Of the many recordings I own of Vivaldi's _Four Season_, four make use of in-house musicians in the lead role and each is very good; Joseph Silverstein of the Boston Symphony and under the baton of Seiji Ozawa; Michel Shwalbe w/Karajan and the Berlin Philharmonic; John Corigliano Sr. w/Leonard Bernstein and the NYPO; and multiple in-house violinists with Christopher Hogwood and his Academy of Ancient Music.

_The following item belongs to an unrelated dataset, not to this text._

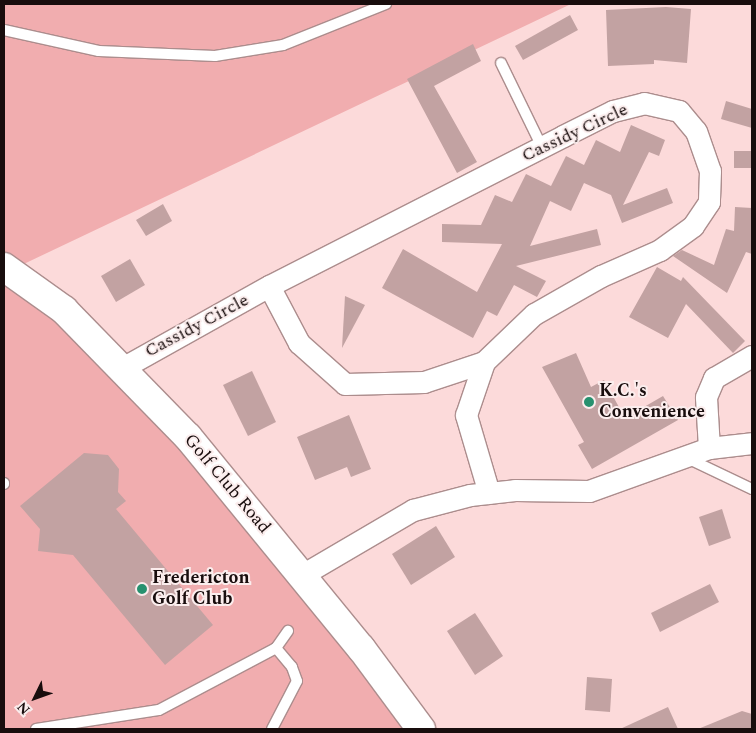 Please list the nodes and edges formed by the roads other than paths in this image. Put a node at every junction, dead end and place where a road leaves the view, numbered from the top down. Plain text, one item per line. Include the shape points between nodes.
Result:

So I'm interested in knowing the history as to how the superstar concert musician evolved and to what extent we even need to not just have in-house musicians take center stage. Does it depend upon the work, as some concertos are so difficult to require someone of superstar status? Is the cult of personality? And do in-house musicians have a better way of understanding and listening to their fellow players and following the musical vision of the conductor as the dynamics are taking place in the context of a unit or "family" as they interpret the dialogue that happens between soloists and orchestra in the art of the concerto?


----------



## mbhaub (Dec 2, 2016)

In many orchestras the concert master is expected to perform at least one concerto with the orchestra each season. In Phoenix's orchestra the very able concertmaster has done concertos by Elgar, Beethoven, Korngold and Tchaikovsky in recent years. But there are few concert masters who have the star power to really bring in the crowds, which is unfortunate. Some players are just as good as the travelling stars but they don't want the hassle of traveling town to town. And there are some stars out there who don't want the daily grind of playing in an orchestra and some just aren't suited to the job anyway. For several years one of the greatest conert masters ever, Steven Staryk lived in my area after he retired. I made a point of meeting him. He was Beecham's leader with the Royal Philharmonic. That famous Scheherazade - that was Staryk. He was also the concert master for Concertgebouw and Chicago - he was a first class virtuoso and found a great balance between playing solo and serving in orchestras.

Then there are the other in-orchestra soloists but given audience preferences for piano and violin concertos, those players don't get to solo so much.


----------



## Phil loves classical (Feb 8, 2017)

I've got a DVD of Mendelssohn's Violin Concerto with Masur, and the concertmaster of Leipzig Gewandhaus. Found a clip of it on Youtube. Not one of my favourites, which are Stern and Accardo, but I think hold its own against other performances.


----------



## MarkW (Feb 16, 2015)

When Leinsdorf came to the BSO, he found that they didn't even have a budget for soloists, so he did Brahms with Silverstein and with he and Jules Eskin, and Don Quixote with Eskin.


----------



## david johnson (Jun 25, 2007)

In-house is fine.


----------



## Animal the Drummer (Nov 14, 2015)

The Brahms and Beethoven concertos with Herman Krebbers soloing in front of the Concertgebouw are among the finest I know.


----------